After making sure the desktop app works properly, the next step is to build the Android app. Before doing that, make sure to list numpy as one of the values in the requirements property of the buildozer.spec file. The property should look like this:

requirements = kivy, numpy

Another important note is that the app uses the text file named 1-1000.txt and thus it must be packaged into the Android app. How can we do that?

Inside the buildozer.spec file, there is a property named source.include_exts which specifies the file extensions that will be packaged into the APK file. The default value for this property is as follows:

source.include_exts = py,png,jpg,kv,atlas

If we need the .txt extension to be included, just append it to the list so that the new value is as follows:

source.include_exts = py,png,jpg,kv,atlas,txt

Now we can use buildozer to export the APK file using this command:

buildozer android debug

After the APK is exported, just install it on an Android device.
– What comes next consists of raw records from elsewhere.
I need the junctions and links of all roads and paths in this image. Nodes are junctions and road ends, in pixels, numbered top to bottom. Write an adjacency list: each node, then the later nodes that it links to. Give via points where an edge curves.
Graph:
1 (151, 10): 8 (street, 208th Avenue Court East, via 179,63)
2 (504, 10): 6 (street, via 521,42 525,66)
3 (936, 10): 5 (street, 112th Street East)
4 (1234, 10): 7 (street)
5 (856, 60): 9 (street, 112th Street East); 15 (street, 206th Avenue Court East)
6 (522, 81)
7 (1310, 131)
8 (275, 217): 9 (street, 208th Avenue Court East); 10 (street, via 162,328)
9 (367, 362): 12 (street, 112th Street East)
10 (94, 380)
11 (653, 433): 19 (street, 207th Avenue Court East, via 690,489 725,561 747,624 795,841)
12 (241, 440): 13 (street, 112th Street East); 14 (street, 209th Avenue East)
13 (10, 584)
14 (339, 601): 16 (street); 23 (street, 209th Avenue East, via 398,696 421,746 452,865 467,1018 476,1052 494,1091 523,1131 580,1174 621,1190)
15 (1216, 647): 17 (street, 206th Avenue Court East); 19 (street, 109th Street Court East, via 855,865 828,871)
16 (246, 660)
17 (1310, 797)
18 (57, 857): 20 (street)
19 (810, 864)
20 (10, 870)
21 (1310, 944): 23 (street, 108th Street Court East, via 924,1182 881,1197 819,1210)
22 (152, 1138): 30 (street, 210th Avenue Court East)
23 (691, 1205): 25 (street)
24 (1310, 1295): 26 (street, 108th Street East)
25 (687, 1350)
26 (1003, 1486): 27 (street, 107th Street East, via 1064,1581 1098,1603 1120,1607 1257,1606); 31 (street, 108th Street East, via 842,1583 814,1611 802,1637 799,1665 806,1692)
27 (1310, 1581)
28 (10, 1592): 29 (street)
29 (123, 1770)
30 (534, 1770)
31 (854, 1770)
The next figure shows the app screen after being installed.

Conclusion

This tutorial used Kivy, an open source Python framework, to build an Android app that recommends text to the user using the Levenshtein distance.

In this tutorial we started by preparing the environment for building Kivy apps, and then discussed the steps for building an Android app out of the Kivy app using two projects: python-for-android and buildozer.

A function that calculates the Levenshtein distance is implemented in NumPy, which accepts 2 arguments representing the 2 text words, and returns the distance between them.

Finally, using Kivy we create an Android app that allows the user to type a word and then 3 recommendations are displayed on 3 buttons, from which the user can automatically complete the words.